8. Wie kann ich mit Wut umgehen, ohne sie zu unterdrücken oder auszuleben?

  • Was würde ein sicherer Umgang mit meiner Wut für mich bedeuten?

  • Wie kann ich meiner Wut einen inneren Ausdruck geben – z. B. im Schreiben, im Körper, im Gespräch mit mir selbst?
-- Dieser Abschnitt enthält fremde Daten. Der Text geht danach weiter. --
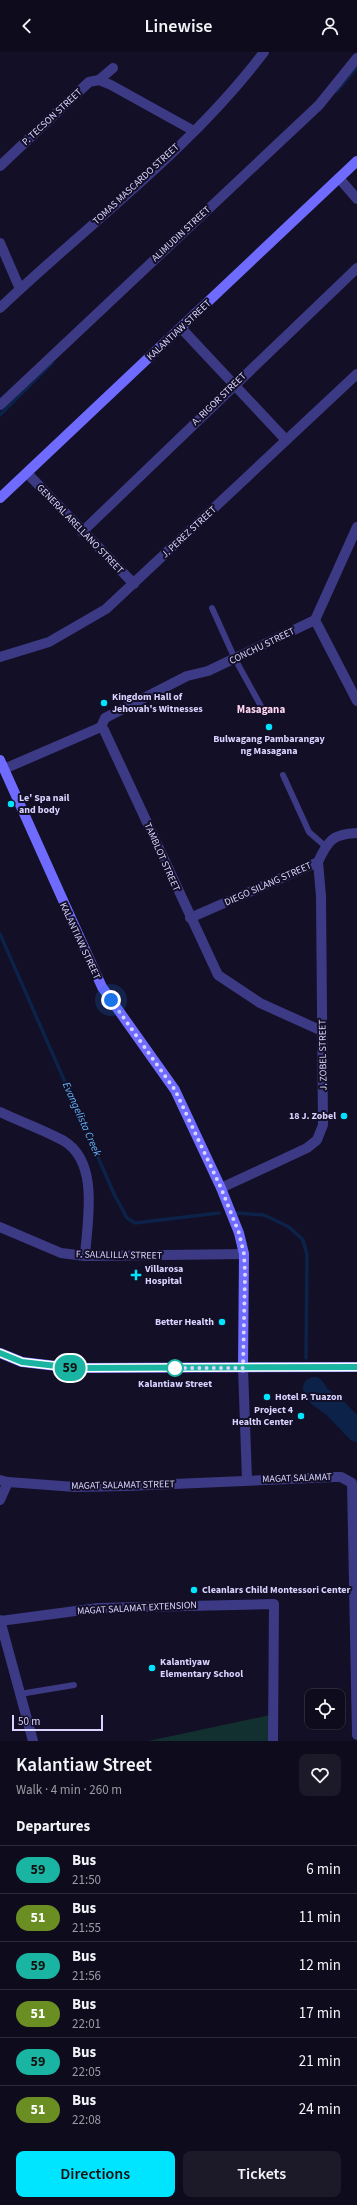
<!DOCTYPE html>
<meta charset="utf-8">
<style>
body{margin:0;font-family:"Source Sans 3",sans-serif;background:#1c1929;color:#f1f3f6;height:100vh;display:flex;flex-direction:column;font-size:15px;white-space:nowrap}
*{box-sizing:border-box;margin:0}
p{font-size:13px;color:#9b9ba3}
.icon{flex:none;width:22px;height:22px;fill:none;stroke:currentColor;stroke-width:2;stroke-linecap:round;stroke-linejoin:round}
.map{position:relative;height:1689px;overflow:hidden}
.drawer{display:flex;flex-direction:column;background:#0e0b1c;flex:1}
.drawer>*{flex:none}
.badge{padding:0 8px;border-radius:13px;font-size:14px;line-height:26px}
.fabs{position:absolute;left:305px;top:1637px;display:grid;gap:8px}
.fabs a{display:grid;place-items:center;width:40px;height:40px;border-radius:8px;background:#0e0b1c;box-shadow:0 1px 3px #0004,0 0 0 1px #2e2b3b;font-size:20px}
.scale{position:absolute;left:12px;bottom:10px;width:91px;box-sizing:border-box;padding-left:4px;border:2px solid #d9d4ff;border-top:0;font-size:11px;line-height:14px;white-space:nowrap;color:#d9d4ff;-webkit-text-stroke:3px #130f26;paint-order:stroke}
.you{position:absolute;width:20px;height:20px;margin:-10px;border:3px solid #fff;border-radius:50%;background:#1a73e8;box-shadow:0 0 0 6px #1a73e833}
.map>.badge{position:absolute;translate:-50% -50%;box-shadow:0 0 0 2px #fff}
h2{padding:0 16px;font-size:15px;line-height:36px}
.round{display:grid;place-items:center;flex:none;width:42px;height:42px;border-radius:8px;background:#1c1929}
.head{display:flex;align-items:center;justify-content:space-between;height:68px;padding:0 16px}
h1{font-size:19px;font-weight:600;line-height:30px}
.primary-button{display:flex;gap:8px;margin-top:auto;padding:8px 16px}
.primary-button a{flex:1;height:46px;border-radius:8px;background:#00e5ff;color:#111;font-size:16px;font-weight:600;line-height:46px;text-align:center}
.primary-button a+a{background:#1c1929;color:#f1f3f6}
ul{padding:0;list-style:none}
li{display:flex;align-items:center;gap:12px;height:48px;padding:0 16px;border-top:1px solid #2e2b3b}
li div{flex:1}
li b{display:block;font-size:15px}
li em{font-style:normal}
li .badge{min-width:44px;font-weight:700;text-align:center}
header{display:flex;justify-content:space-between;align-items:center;height:52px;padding:0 16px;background:#0e0b1c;font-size:18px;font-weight:600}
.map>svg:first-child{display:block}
</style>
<header><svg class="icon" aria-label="back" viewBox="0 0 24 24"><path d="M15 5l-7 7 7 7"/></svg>Linewise<svg class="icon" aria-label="person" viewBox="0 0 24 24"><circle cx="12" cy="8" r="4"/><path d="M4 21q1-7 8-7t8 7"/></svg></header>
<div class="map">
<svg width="357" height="1689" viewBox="0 0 357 1689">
<rect width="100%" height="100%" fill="#130f26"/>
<polygon fill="#12302f" points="270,1663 269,1689 148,1689"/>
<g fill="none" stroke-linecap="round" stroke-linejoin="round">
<g stroke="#0c2248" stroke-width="3.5">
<polyline points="337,39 357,15"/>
<polyline points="0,363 52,311"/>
<polyline points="0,882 115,1144 127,1166 135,1171 219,1161"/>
<polyline points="237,1161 264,1163 289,1175 303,1188 307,1203 306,1306"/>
</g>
<polyline stroke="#0c2248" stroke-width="22" points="314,1336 319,1344 334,1355 357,1379"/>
<g stroke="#3d3a85" stroke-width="6">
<polyline points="212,556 235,607 262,656"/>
<polyline points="283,723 309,780 325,794"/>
<polyline points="20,1642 74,1633"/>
</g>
<g stroke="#3d3a85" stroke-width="10">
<polyline points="99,28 113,16"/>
<polyline points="0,114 89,30 99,28 111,33 194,79"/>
<polyline points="339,126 357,147"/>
<polyline points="0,191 20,237"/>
<path d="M0,256c88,-84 190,-158 264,-256"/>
<polyline points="181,276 286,388"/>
<polyline points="0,353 319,53 357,6"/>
<polyline points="27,421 134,532"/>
<polyline points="357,475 315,568 357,649"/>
<polyline points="82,480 357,216"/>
<polyline points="0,605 49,590 106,557 357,322"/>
<polyline points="101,675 104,678 218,923 260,951 322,979"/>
<polyline points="101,675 105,666 187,624 208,619 315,568"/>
<polyline points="4,717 101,675"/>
<path d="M190,866l128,-56c10,-22 15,-28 39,-29"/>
<path d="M0,1060c21,10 44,18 64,29 36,22 23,81 21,115"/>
<polyline points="221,1136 307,1096 317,1088 323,1073 321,844 318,810"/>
<polyline points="0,1175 61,1201 85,1204 244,1202"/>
<polyline points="243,1316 247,1428"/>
<polyline points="0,1428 8,1430 75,1435 127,1434 334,1425 341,1425 352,1431 357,1683"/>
<polyline points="0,1448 8,1430"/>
<polyline points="0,1568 33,1689"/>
<polyline points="0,1569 98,1556 274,1552 273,1689"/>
</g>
<g stroke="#6f6bff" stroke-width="10">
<polyline points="0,446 357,109"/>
<polyline points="0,708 102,935 175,1038 221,1136 239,1181 244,1202 243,1316"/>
<polyline points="0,1301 22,1310 74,1316 357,1315"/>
</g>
</g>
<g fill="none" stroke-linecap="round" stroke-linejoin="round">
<g stroke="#fff" stroke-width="9">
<polyline id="line" points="0,1301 22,1310 74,1316 357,1315"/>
</g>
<use href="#line" stroke="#1ab4a2" stroke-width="6"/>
<polyline stroke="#d9d4ff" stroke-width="4" stroke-dasharray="0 7.2" points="111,948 175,1038 221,1136 239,1181 244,1202 245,1222 243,1316 175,1316"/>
</g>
<g fill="#00e5ff" stroke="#130f26" stroke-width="1.5">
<circle cx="104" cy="651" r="4"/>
<circle cx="269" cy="675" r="4"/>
<circle cx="11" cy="752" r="4"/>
<circle cx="344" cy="1064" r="4"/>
<path d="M134 1217h4v4h4v4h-4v4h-4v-4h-4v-4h4z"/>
<circle cx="222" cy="1270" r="4"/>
<circle cx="267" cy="1345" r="4"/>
<circle cx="301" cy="1364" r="4"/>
<circle cx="194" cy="1538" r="4"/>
<circle cx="152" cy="1616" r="4"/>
</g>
<circle fill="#fff" stroke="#1ab4a2" stroke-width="2" cx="175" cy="1316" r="8"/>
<g text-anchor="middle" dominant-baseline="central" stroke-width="4" stroke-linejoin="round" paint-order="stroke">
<g font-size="10" fill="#d9d4ff" stroke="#130f26">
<text transform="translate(52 65) rotate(-43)">P. TECSON STREET</text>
<text transform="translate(136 132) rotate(-43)">TOMAS MASCARDO STREET</text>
<text transform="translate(181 182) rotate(-43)">ALIMUDIN STREET</text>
<text transform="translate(179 278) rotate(-43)">KALANTIAW STREET</text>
<text transform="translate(219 347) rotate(-44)">A. RIGOR STREET</text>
<text transform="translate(80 477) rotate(46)">GENERAL ARELLANO STREET</text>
<text transform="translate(189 480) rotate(-43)">J. PEREZ STREET</text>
<text transform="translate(262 594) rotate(-26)">CONCHU STREET</text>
<text transform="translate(162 805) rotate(66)">TAMBLOT STREET</text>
<text transform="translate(268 832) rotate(-24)">DIEGO SILANG STREET</text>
<text transform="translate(80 889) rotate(65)">KALANTIAW STREET</text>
<text transform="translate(323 1003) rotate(-91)">J. ZOBEL STREET</text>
<text transform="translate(119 1203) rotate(1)">F. SALALILLA STREET</text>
<text transform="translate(297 1426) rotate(-2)">MAGAT SALAMAT</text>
<text transform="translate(123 1433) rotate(-1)">MAGAT SALAMAT STREET</text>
<text transform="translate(137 1556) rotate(-3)">MAGAT SALAMAT EXTENSION</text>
</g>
<g font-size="10" font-weight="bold" fill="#d9d4ff" stroke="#130f26" text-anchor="start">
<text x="112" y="645">Kingdom Hall of<tspan x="112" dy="12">Jehovah's Witnesses</tspan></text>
<text x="269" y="687" text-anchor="middle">Bulwagang Pambarangay<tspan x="269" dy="12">ng Masagana</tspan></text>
<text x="19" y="746">Le' Spa nail<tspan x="19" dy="12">and body</tspan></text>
<text x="336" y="1064" text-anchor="end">18 J. Zobel</text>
<text x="145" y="1217">Villarosa<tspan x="145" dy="12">Hospital</tspan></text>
<text x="214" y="1270" text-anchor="end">Better Health</text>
<text x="275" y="1345">Hotel P. Tuazon</text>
<text x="293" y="1358" text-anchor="end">Project 4<tspan x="293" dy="12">Health Center</tspan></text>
<text x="202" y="1538">Cleanlars Child Montessori Center</text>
<text x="160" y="1610">Kalantiyaw<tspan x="160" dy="12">Elementary School</tspan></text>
</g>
<g font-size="10" font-weight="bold" fill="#d9d4ff" stroke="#130f26">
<text x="175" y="1332">Kalantiaw Street</text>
</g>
<g font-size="11" font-weight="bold" fill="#ffd6f0" stroke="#130f26">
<text x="261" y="657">Masagana</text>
</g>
<g font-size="11" font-style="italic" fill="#62b6ff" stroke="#130f26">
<text transform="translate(82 1067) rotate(66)">Evangelista Creek</text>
</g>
</g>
</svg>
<div class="fabs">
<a><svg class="icon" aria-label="locate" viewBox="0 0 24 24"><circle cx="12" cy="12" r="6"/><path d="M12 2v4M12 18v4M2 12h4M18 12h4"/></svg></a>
</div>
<div class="scale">50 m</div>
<div class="you" style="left:111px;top:948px"></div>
<b class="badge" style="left:70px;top:1316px;background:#1ab4a2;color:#111">59</b>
</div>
<section class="drawer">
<div class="head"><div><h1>Kalantiaw Street</h1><p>Walk · 4 min · 260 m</p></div><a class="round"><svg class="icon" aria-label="heart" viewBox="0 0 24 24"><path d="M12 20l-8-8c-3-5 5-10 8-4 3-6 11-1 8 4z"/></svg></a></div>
<h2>Departures</h2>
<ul>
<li><span class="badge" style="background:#1ab4a2;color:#111">59</span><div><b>Bus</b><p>21:50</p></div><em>6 min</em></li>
<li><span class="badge" style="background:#6b8e23;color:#fff">51</span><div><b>Bus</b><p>21:55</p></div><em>11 min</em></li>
<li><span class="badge" style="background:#1ab4a2;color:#111">59</span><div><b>Bus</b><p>21:56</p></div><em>12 min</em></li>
<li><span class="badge" style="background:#6b8e23;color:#fff">51</span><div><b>Bus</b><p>22:01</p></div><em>17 min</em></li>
<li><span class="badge" style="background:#1ab4a2;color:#111">59</span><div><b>Bus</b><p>22:05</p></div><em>21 min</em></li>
<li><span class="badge" style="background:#6b8e23;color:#fff">51</span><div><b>Bus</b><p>22:08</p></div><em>24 min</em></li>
</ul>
<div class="primary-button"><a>Directions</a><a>Tickets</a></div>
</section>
  • Was brauche ich, um mich mit Wut sicher zu fühlen?

 

Wut ist nichts, wovor du dich fürchten musst. Sie ist ein Hinweis auf dein lebendiges Inneres. 

Wenn du lernst, Wut nicht als Gegnerin, sondern als innere Wächterin zu sehen,  verändert sich dein Umgang mit dir selbst –  und mit der Welt um dich herum. 

Vielleicht ist genau heute der Tag,  an dem du deiner Wut zum ersten Mal wirklich zuhörst.